Le médecin syrien Alaa Mousa a été reconnu coupable de crimes contre l'humanité, de meurtre, de torture et de crimes de guerre.

Francfort (Allemagne) (AFP) - Un tribunal allemand a condamné lundi un médecin syrien à la prison à vie pour crimes contre l'humanité pour avoir torturé des détenus dans des hôpitaux militaires sous l'ancien régime de Bachar al-Assad.

Les crimes commis par Alaa Mousa, 40 ans, pendant la guerre civile syrienne font « partie d'une réaction brutale du régime dictatorial et injuste d'Assad », a déclaré Christoph Koller, président du tribunal régional supérieur de Francfort.

L’Allemagne a jugé plusieurs partisans d’Assad en vertu du principe juridique de « compétence universelle », qui permet de poursuivre des crimes graves même s’ils ont été commis dans un autre pays.

La guerre civile a éclaté en 2011 après la répression brutale par Assad des manifestations antigouvernementales, déclenchant un conflit en spirale qui a impliqué des acteurs régionaux et a coûté la vie à des centaines de milliers de personnes.

Mousa a été accusé par les procureurs fédéraux d'avoir torturé des patients dans des hôpitaux militaires à Damas et à Homs à 18 reprises entre 2011 et 2012.

Dans un cas, Mousa aurait mis le feu aux parties génitales d’un adolescent et, dans un autre, aurait administré une injection mortelle à un détenu qui résistait aux coups.

En plus des crimes contre l’humanité, le tribunal a reconnu Mousa coupable de meurtre, de torture et de crimes de guerre.
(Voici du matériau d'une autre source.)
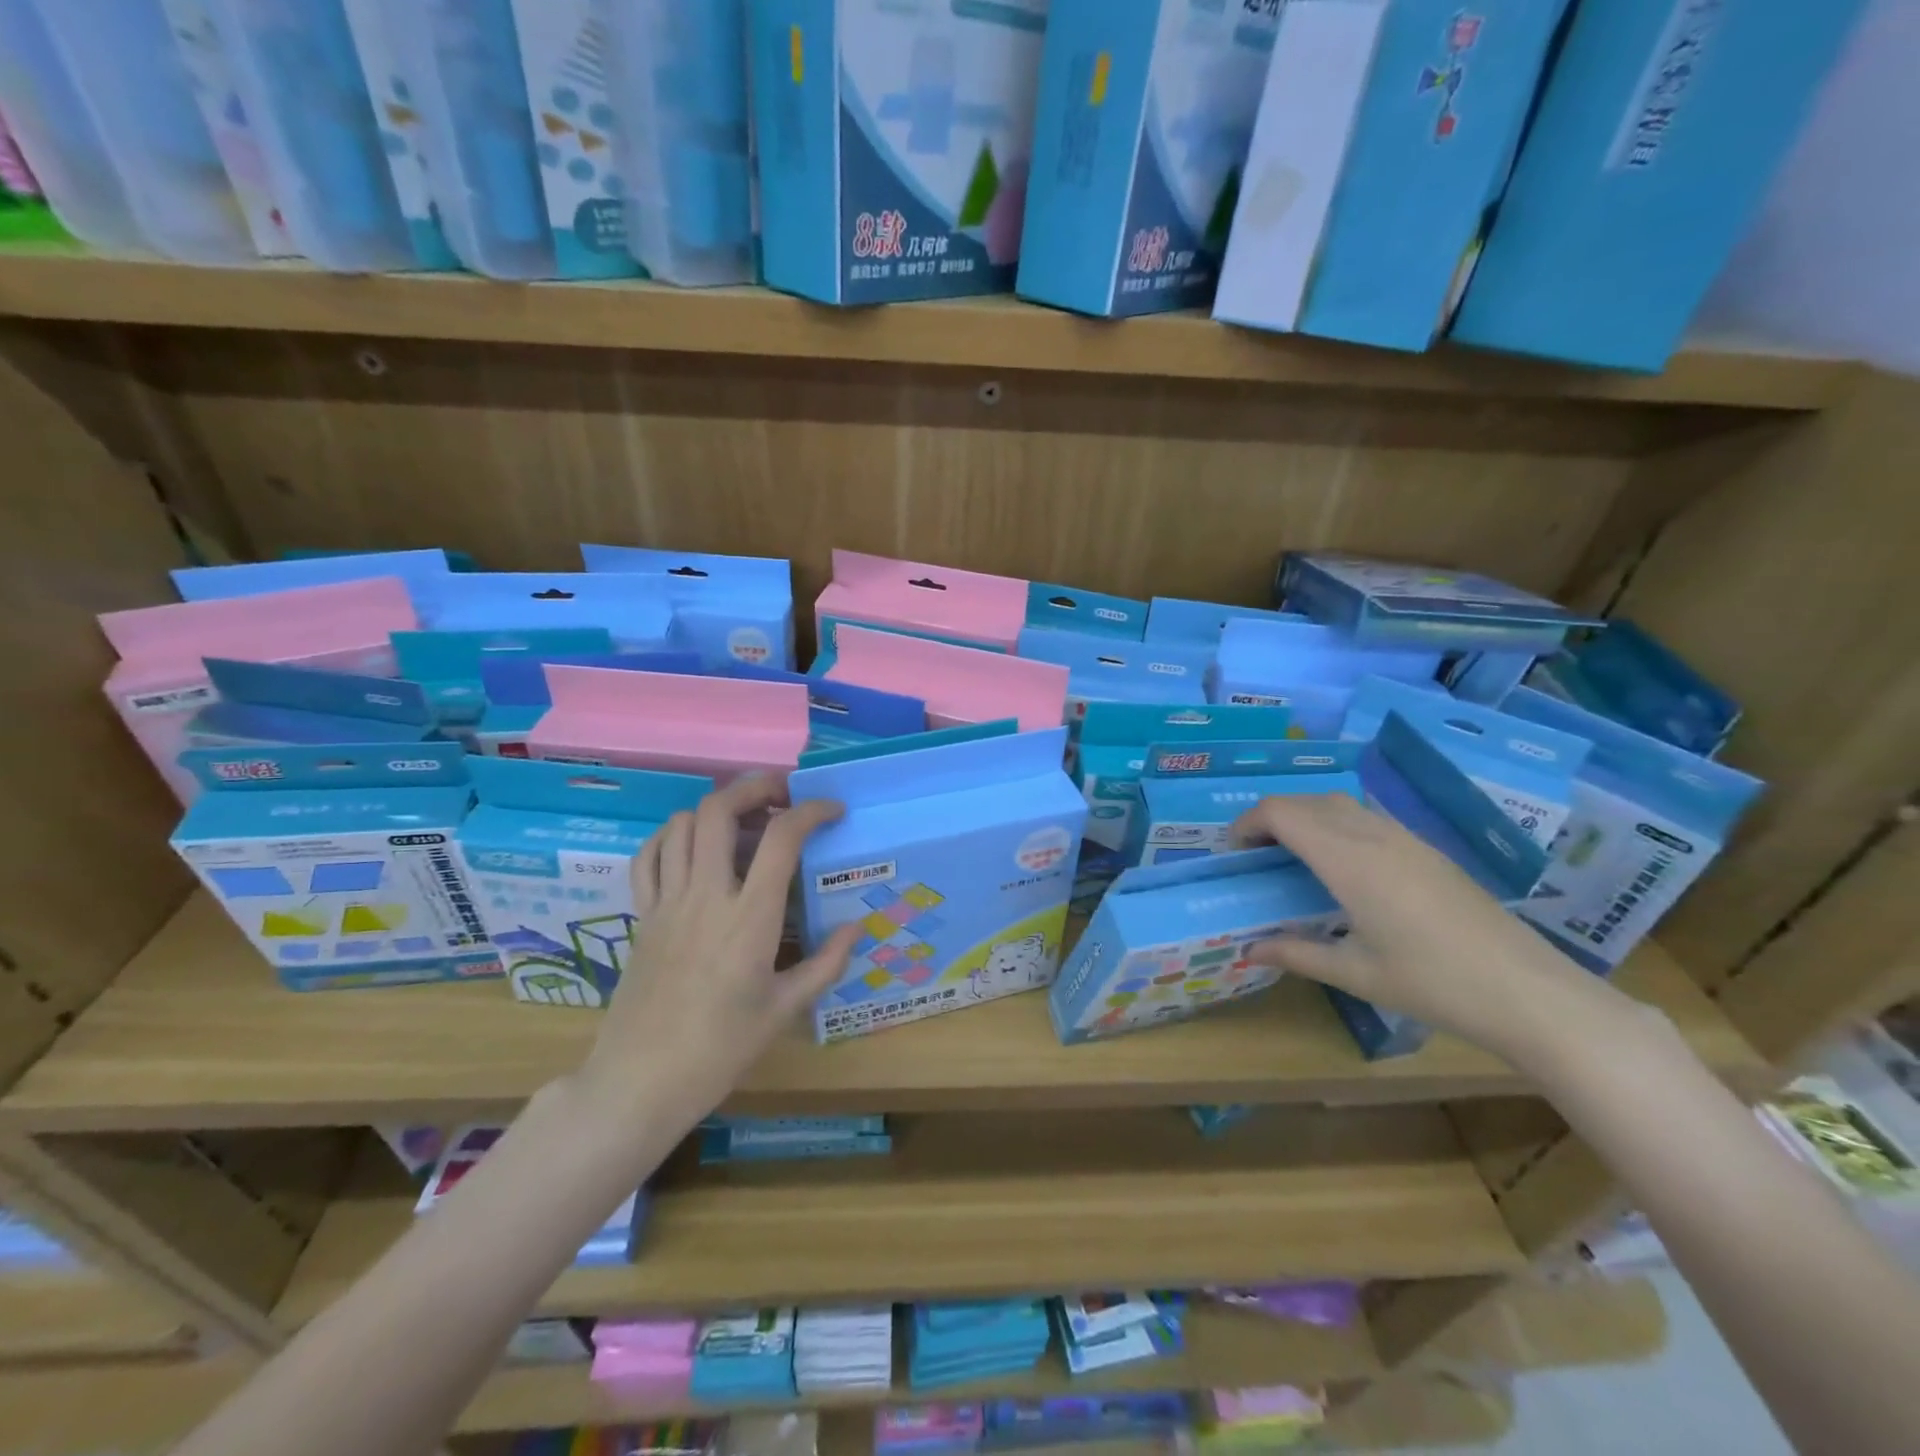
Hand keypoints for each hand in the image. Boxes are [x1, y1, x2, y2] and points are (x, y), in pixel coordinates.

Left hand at [575, 776, 862, 1123]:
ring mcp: (667, 902)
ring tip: (743, 820)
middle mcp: (705, 895)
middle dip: (755, 787)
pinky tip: (692, 847)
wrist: (640, 1083)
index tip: (832, 811)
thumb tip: (856, 927)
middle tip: (783, 795)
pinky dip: (671, 836)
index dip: (812, 811)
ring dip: (715, 808)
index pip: (781, 837)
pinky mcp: (642, 915)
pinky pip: (649, 856)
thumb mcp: (784, 1010)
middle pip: (720, 810)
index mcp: (749, 918)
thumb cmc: (720, 1050)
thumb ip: (826, 963)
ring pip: (681, 824)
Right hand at [1229, 793, 1615, 1064]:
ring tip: (1291, 854)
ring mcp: (1404, 838)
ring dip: (1304, 816)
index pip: (1281, 813)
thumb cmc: (1433, 984)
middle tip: (1255, 854)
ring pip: (1338, 803)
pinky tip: (1340, 864)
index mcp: (1347, 860)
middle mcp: (1373, 835)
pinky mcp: (1426, 849)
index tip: (1233, 852)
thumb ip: (1296, 954)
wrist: (1529, 992)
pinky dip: (1335, 824)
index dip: (1247, 823)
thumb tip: (1249, 950)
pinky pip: (1365, 816)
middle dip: (1270, 817)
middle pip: (1306, 800)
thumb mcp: (1355, 973)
Il avait nié les accusations lors du procès, qui s'est terminé quelques mois après l'éviction d'Assad en décembre 2024.

Mousa est arrivé en Allemagne en 2015 avec un visa pour travailleurs hautement qualifiés, au moment même où des centaines de milliers de Syriens fuyaient la guerre civile dans leur pays.

Il a continué à exercer la médecine en Allemagne, travaillant comme médecin orthopédiste jusqu'à son arrestation en juin 2020.

- 'Abattoir' -

Selon les procureurs fédéraux, Mousa travaillait dans des hôpitaux militaires à Homs et à Damas, où les opposants politiques détenus par le gouvernement étaient amenés pour y être soignés.

Au lieu de recevoir une assistance médicale, les patients étaient torturés et « assez souvent tués ».

Les procureurs avaient demandé aux juges du tribunal régional supérieur de Francfort de prononcer une peine de prison à vie.

Dans un cas, Mousa a été accusé d'avoir versé un liquide inflammable sur les blessures d'un prisonnier avant d'y mettre le feu et de lui donner des coups de pied au visage si fort que trois de ses dents ont dû être remplacées.

D'autres détenus ont été frappés à coups de pied et de poing, parfois avec des instruments médicaux, selon les procureurs.

Au cours du procès, le tribunal a entendu les témoignages de collègues et de détenus, qui ont déclaré avoir reconnu l'accusé, selon l'hebdomadaire allemand Der Spiegel.

Un ancien détenu a déclaré avoir été forcé de porter les corps de patients décédés après avoir été injectés par Mousa, a rapporté Der Spiegel.

Un autre témoin a déclaré que l’hôpital militaire où il était détenu à Damas était connu comme un « abattoir ».

À l’ouverture du procès en 2022, Mousa a déclaré au tribunal qu’il avait été témoin de passages à tabac mais qu’il avait eu peur de parler.

« J'étais désolé pour eux, mais je ne pouvais rien dire, sinon c'était moi qui aurais réagi à la place du patient », a-t-il déclaré.

- « Des témoins menacés » -

Outre les difficultés posées par le décalage de dix ans entre les crimes et le début du procès, Koller a déclaré que le gouvernement d'Assad avait « tenté d'influencer » les procédures avant son renversement.

Des informations confidentielles ont été transmises à la Syrie, « de sorte que les proches des témoins ont été menacés » et « probablement même enlevés », a déclaré Koller.

Le premier procès mondial sur la torture commanditée par l’État syrien sous le gouvernement Assad s’est ouvert en 2020 à Coblence, dans l’ouest de l’Allemagne.

L'accusé au procès, un ancien colonel de l'armée, a été reconnu coupable de crimes contre l'humanité et condamné à la prison à vie en 2022.